■ What you should do ■
The following listing has lines to check for the word "Américas"; give only the number of lines that contain it.

■ Excerpted records ■
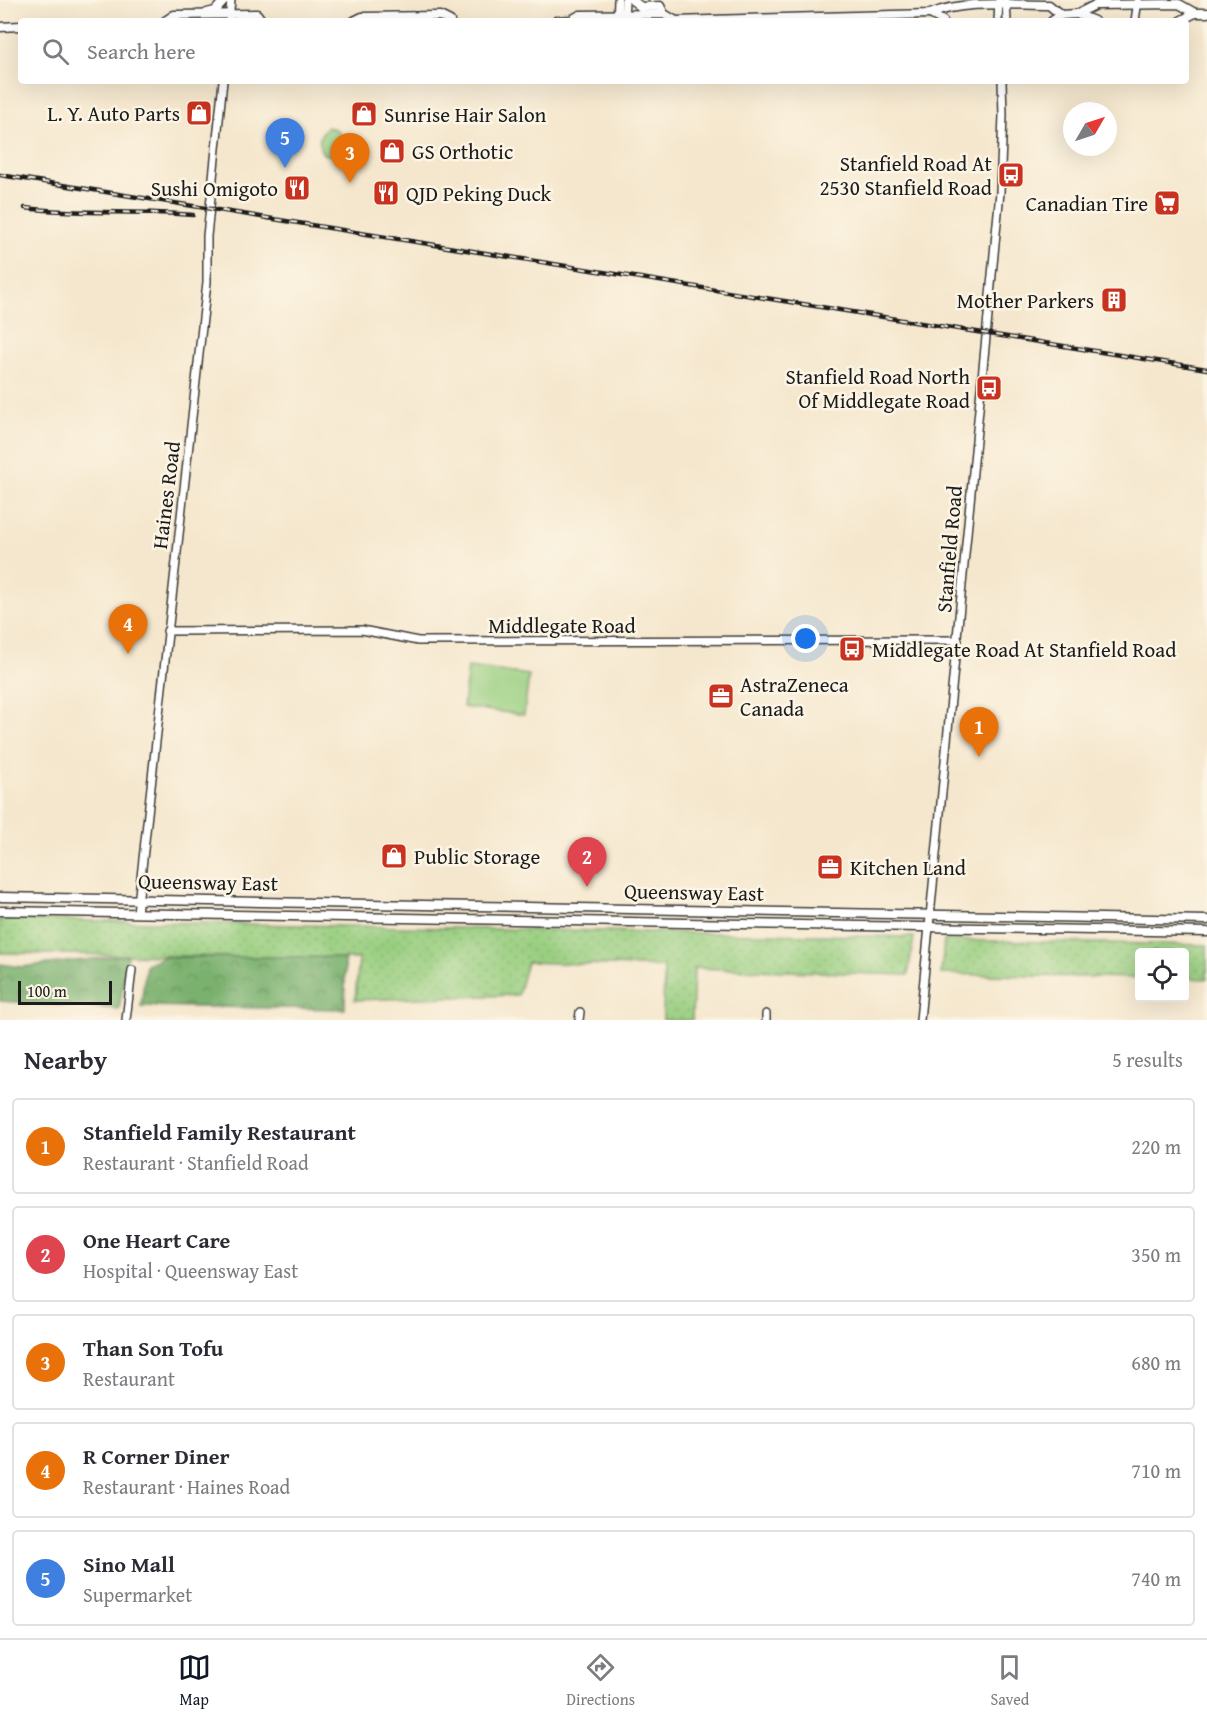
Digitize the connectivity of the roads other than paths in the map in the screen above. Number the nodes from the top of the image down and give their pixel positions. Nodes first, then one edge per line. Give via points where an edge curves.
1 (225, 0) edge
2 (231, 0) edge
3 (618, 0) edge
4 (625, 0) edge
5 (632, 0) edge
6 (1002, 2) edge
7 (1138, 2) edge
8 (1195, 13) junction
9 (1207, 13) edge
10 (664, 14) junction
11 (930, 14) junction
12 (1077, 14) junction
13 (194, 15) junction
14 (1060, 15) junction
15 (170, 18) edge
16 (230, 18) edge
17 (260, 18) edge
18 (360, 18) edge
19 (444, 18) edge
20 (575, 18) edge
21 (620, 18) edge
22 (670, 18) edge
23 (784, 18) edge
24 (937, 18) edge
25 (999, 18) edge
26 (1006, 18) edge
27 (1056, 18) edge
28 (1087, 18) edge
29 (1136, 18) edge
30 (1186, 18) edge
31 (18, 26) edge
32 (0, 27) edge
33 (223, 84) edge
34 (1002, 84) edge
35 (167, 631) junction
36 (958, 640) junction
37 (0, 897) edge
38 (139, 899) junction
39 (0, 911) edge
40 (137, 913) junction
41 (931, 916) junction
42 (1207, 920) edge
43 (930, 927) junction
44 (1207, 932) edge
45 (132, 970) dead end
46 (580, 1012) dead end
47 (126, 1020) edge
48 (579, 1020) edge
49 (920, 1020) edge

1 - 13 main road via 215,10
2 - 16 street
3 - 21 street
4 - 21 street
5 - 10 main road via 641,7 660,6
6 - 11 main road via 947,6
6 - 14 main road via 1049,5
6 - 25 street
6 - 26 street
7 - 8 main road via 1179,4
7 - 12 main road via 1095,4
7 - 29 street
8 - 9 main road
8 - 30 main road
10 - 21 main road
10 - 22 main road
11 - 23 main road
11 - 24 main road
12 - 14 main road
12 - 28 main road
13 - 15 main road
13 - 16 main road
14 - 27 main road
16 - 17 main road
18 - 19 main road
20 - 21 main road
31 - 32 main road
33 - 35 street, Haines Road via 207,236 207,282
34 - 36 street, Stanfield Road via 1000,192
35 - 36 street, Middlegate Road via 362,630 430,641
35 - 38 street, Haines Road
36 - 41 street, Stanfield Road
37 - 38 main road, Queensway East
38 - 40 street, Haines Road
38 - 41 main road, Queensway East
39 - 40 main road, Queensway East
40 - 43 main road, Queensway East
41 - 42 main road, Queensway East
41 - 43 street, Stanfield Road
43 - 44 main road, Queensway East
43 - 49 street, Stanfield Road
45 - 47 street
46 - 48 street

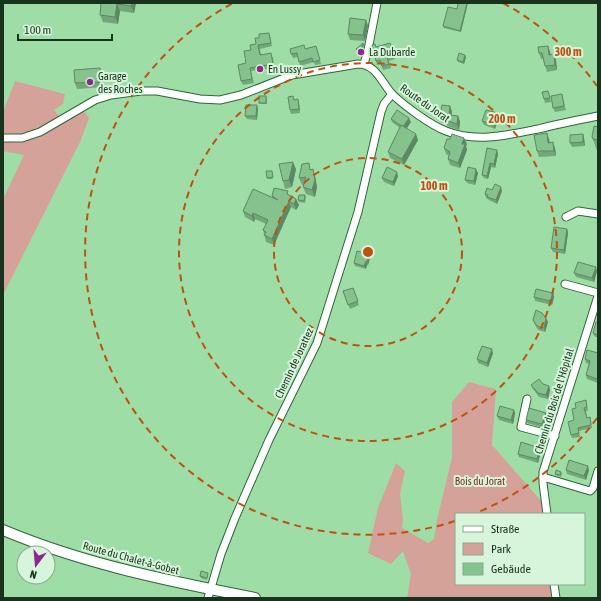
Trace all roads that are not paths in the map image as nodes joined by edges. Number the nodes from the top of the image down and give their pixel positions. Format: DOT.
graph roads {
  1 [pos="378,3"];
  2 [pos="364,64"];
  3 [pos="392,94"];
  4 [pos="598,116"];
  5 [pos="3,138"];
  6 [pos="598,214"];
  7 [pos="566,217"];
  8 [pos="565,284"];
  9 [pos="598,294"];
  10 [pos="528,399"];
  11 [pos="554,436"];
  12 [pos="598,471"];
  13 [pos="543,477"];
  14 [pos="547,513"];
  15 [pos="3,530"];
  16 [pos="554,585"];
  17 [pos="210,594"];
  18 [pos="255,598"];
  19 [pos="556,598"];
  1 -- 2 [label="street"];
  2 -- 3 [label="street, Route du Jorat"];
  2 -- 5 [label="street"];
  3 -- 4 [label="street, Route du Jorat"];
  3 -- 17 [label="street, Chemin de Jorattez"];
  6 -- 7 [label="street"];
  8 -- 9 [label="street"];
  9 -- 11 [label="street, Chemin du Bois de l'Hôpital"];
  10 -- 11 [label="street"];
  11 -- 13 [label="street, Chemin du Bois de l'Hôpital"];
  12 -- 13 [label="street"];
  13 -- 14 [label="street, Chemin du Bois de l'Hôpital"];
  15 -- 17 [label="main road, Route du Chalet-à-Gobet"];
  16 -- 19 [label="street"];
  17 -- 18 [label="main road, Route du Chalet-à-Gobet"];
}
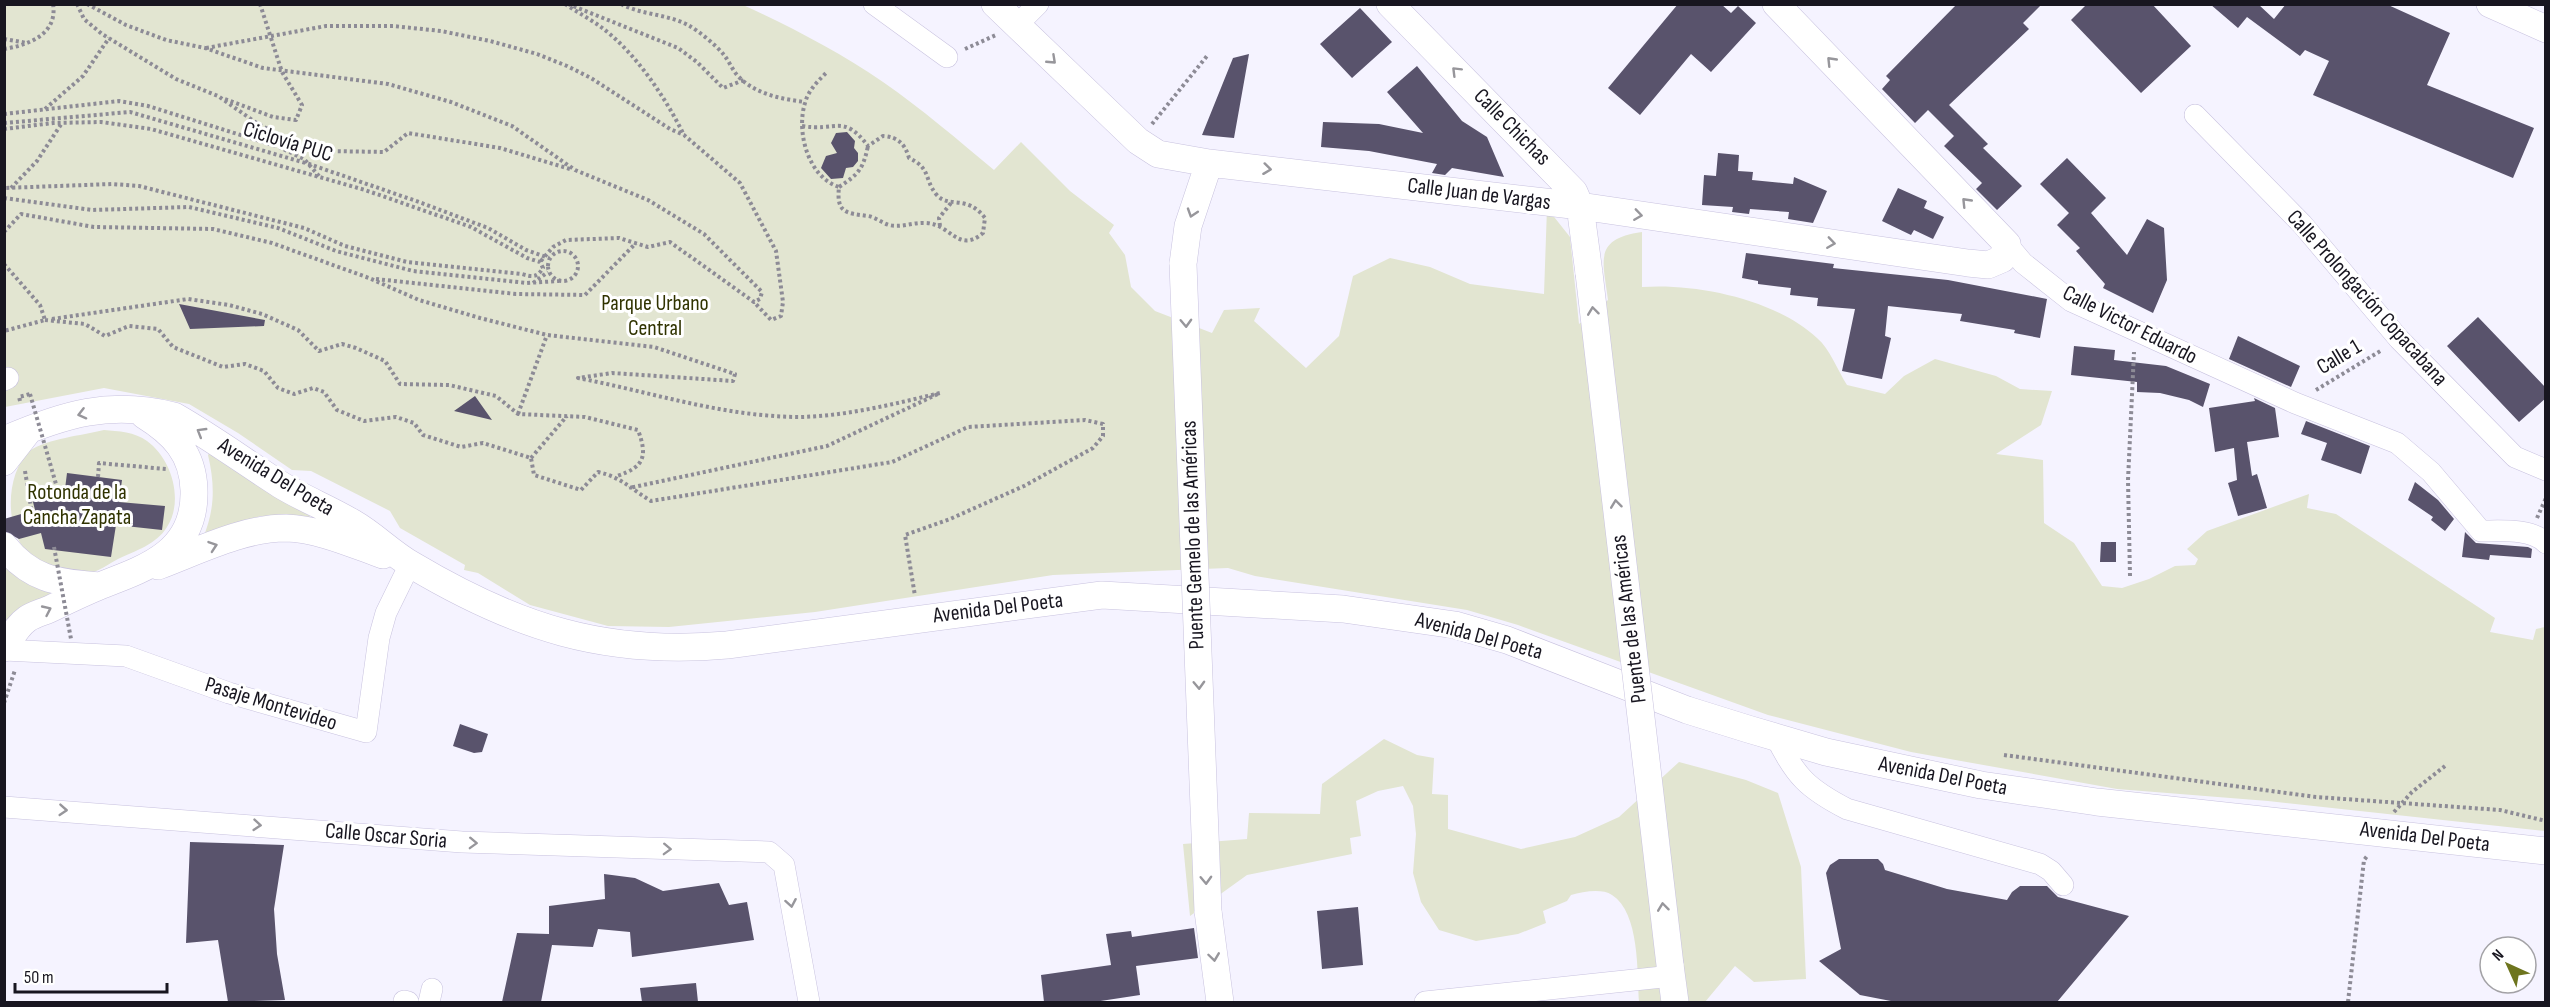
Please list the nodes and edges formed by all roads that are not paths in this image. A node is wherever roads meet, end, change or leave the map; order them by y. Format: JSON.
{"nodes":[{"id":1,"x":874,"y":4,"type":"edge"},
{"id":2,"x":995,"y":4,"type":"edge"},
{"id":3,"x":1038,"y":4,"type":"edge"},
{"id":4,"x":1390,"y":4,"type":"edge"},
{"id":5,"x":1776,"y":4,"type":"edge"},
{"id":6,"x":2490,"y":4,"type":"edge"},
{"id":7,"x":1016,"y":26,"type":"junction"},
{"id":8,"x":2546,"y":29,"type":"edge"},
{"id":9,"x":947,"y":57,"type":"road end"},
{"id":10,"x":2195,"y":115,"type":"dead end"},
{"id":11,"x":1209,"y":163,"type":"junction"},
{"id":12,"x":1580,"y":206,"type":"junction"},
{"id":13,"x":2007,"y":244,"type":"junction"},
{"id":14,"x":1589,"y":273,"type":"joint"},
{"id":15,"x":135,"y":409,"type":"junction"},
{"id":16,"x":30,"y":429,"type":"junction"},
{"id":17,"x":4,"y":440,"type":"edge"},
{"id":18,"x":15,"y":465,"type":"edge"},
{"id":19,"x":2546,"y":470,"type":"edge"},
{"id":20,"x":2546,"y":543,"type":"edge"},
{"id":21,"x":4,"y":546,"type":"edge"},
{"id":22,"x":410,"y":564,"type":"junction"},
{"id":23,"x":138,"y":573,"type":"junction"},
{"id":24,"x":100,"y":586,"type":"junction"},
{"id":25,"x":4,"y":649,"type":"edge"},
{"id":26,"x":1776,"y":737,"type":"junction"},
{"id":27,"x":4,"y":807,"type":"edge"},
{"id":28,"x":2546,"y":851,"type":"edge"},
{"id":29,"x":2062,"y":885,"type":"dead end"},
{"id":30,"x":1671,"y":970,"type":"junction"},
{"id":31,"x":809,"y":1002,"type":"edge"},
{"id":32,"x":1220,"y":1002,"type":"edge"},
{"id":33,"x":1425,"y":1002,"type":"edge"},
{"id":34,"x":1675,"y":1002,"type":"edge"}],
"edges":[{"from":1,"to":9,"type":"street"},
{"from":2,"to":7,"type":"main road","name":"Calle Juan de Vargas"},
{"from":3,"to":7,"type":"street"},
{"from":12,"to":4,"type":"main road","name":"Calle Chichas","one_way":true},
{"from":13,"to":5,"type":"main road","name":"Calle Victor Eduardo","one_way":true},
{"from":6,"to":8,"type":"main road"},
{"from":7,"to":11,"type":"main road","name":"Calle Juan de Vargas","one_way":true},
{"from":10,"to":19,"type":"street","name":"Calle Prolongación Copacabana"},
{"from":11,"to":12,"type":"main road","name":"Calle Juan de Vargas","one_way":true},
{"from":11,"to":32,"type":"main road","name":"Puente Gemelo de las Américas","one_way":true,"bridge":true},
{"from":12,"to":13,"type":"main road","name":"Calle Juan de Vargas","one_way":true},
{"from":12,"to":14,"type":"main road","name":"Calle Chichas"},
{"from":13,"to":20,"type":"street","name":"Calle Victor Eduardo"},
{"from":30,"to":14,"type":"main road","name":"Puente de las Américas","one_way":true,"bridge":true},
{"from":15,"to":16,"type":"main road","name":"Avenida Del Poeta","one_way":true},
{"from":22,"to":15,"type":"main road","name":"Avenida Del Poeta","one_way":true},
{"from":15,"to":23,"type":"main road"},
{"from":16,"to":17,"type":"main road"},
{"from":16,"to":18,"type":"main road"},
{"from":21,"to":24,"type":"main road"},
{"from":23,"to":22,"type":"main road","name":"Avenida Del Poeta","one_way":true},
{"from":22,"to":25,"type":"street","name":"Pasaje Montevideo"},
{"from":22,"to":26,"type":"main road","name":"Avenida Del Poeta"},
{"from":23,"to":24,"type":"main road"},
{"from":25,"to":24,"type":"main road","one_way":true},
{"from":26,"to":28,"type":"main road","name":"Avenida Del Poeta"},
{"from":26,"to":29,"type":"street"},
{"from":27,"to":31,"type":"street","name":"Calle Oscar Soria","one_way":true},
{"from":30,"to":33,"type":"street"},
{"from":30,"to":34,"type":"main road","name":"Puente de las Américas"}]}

■ Result ■
3